So I was bitching rather genially about My-Hime, Volume 4 on Facebook and Twitter and got an email in reply from writer/editor/manga expert and all-around fun guy Jason Thompson.
He agreed vehemently that this was a dreadful example of manga and went so far as to graciously allow me to use his description of this series from as yet unpublished, Manga: The Complete Guide materials. I therefore offer up to you as our latest guest reviewer, the pithy thoughts of Mr. Jason Thompson:
MY-HIME (Mai-HiME, “Dancing Girl/My Princess”) (舞-HiME) • Noboru Kimura (story), Sato Ken-etsu (art) • TokyoPop (2006-2008) • Akita Shoten (Weekly Shônen Champion, 2004-2005) • Shônen Sci-Fi Battle • 18+ (language, graphic violence, nudity, sexual situations)

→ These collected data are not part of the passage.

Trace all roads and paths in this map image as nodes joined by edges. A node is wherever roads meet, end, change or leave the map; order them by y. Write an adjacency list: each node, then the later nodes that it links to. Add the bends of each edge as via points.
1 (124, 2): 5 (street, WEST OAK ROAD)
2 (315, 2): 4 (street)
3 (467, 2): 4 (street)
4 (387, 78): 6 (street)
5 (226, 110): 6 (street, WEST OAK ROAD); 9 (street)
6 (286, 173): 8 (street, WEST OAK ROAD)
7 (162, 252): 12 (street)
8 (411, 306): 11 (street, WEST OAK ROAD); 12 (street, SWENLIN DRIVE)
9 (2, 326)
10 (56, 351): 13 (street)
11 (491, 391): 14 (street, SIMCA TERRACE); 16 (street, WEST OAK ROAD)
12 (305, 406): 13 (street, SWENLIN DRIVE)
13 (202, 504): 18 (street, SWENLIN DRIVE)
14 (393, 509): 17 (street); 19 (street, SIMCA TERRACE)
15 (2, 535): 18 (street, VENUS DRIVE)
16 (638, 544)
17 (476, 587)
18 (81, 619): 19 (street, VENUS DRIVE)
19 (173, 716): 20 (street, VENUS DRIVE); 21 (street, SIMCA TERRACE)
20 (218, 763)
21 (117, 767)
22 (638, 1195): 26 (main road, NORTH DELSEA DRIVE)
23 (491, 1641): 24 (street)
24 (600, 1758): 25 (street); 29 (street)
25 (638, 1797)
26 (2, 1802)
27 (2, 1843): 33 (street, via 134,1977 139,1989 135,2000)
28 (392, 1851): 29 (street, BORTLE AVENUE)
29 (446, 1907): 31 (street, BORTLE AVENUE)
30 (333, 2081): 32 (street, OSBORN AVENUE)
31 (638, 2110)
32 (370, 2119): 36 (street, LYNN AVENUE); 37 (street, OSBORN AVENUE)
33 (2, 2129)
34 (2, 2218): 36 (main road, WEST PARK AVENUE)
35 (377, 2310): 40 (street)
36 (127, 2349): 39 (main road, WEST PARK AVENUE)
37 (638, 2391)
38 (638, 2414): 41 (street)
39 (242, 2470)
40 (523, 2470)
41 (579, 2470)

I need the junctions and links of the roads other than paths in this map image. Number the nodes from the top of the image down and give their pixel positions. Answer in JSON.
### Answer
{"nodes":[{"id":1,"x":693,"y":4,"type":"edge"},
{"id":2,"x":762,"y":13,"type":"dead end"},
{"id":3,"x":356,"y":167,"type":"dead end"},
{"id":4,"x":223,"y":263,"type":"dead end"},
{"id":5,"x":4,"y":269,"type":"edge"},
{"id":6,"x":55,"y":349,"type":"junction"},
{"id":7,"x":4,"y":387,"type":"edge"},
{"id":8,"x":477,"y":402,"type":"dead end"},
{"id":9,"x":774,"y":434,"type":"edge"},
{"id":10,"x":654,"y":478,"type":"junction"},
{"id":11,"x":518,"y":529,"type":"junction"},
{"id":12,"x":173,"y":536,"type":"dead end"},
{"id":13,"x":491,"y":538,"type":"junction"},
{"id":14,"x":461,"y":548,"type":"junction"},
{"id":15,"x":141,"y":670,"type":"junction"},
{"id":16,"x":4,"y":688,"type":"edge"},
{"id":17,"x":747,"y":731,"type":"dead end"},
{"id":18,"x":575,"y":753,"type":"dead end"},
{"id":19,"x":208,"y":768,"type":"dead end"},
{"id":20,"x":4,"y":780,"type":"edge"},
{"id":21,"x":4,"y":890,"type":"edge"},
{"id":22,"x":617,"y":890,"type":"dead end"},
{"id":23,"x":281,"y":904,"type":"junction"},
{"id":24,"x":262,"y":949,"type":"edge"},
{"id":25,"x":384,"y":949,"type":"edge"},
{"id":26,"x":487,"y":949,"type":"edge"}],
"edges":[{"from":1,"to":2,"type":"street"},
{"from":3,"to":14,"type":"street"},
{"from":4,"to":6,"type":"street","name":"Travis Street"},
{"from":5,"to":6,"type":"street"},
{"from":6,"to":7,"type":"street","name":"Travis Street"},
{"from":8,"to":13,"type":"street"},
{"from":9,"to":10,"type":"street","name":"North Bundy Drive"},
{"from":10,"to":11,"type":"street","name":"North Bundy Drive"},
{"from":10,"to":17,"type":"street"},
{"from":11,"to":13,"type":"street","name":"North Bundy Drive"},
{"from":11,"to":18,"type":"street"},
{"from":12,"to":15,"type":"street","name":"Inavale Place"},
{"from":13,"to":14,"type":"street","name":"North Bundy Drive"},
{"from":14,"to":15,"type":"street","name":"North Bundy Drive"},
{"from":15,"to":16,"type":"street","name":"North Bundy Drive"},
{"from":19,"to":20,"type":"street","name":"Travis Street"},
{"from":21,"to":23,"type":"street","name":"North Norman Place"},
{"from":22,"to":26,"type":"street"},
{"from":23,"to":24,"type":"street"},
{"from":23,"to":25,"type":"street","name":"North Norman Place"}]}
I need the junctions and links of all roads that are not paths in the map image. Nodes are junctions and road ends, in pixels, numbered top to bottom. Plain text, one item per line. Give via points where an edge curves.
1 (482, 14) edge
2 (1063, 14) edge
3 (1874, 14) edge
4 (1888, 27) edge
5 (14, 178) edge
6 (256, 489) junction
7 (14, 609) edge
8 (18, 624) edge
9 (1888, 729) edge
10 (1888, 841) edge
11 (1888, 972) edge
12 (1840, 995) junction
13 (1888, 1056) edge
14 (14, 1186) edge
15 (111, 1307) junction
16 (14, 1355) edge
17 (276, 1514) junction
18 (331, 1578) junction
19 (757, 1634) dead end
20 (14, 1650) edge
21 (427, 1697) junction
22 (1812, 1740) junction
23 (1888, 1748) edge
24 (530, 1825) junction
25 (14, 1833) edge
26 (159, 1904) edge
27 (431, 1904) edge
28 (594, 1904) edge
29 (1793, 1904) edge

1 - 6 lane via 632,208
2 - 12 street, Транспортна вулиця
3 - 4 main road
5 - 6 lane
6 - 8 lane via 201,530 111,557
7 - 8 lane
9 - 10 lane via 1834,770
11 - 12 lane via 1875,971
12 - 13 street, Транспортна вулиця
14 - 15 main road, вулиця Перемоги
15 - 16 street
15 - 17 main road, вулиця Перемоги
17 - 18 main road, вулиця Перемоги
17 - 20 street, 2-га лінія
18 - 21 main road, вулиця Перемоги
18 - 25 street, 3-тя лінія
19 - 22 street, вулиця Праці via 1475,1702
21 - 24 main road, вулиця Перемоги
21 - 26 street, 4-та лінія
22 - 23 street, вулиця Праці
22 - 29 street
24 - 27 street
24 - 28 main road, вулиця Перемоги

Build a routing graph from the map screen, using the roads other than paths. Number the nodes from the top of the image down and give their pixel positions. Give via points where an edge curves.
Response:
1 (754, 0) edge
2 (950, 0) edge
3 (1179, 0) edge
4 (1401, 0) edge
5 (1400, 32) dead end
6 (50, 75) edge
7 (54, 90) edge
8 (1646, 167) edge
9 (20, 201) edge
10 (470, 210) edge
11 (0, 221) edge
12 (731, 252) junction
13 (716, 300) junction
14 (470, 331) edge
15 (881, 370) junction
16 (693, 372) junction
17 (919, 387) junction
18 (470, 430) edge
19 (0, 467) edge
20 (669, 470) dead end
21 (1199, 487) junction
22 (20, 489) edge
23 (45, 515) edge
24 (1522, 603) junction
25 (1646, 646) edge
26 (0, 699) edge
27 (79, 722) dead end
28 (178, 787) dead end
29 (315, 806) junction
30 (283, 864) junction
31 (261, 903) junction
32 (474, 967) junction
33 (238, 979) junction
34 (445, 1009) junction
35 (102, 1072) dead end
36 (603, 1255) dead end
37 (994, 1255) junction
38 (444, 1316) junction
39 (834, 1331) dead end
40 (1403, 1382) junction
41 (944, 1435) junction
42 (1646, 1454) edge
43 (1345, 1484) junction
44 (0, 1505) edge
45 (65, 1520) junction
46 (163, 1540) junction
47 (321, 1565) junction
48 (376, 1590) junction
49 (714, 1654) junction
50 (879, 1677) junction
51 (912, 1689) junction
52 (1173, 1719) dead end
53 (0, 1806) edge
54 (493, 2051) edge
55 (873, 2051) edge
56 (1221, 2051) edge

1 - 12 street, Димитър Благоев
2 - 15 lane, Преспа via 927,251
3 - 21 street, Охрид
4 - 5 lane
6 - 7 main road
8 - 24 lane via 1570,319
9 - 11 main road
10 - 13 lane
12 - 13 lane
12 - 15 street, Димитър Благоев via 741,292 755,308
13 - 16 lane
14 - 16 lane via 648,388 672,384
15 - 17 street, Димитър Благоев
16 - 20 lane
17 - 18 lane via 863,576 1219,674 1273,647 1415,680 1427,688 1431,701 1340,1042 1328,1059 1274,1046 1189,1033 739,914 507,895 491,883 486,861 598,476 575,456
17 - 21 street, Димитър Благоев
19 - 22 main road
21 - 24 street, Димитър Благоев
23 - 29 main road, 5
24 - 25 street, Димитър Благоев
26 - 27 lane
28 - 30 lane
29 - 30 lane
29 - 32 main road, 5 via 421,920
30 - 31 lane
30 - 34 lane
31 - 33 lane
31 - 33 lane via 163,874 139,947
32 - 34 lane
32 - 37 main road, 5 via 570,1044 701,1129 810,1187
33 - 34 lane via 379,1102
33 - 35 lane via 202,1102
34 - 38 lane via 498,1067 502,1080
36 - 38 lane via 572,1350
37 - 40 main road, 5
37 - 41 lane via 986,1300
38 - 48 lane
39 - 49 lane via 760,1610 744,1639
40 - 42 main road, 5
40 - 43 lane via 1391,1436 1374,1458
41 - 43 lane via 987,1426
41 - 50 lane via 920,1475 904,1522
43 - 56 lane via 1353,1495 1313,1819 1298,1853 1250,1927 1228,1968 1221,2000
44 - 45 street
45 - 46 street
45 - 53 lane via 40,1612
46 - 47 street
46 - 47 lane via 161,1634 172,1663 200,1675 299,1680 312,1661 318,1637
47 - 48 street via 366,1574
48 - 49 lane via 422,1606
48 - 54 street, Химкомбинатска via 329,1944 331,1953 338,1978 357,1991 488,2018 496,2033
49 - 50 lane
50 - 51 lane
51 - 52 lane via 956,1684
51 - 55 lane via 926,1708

Adaptation of the anime series. Yuuichi transfers to a special school where certain girls possess an awesome power: the ability to summon a “child,” a big mechanical monster, when in the presence of the right boy, called the “key.” Yuuichi turns out to be the “key” of not one but two hime girls, Mai and Natsuki, who bicker over him in endless superpowered catfights. Sloppily drawn and crammed with too many female characters to keep track of, My-Hime—hime is Japanese for “princess” but here stands for “Highly Advanced Materializing Equipment”—is a tedious manga adaptation of a cynical “high-concept” anime, mixing “harem” romantic comedies and battle manga about people who team up with mecha or monsters. Characters we don’t care about fight one another, make passes at Yuuichi and tear up the landscape, leading up to an incoherent climactic fight with the aliens from the “Princess Star” which is the origin of the himes. The books are padded out with interviews with the anime staff, one of whom tells the reader “Reading My-Hime isn’t enough, so go for the anime, the figures, and radio and become a My-Hime Ph.D!” The worst feature of the art is the slack-jawed inexpressive faces.
.5 (HALF A STAR! -_- )
Thank you Jason for stabbing taking a stab at this series. Your brevity should have been matched by the series itself. Despite the craptasticness of the manga, I would like to thank Okazu Hero Elaine B. for bravely wading in and sponsoring today’s review!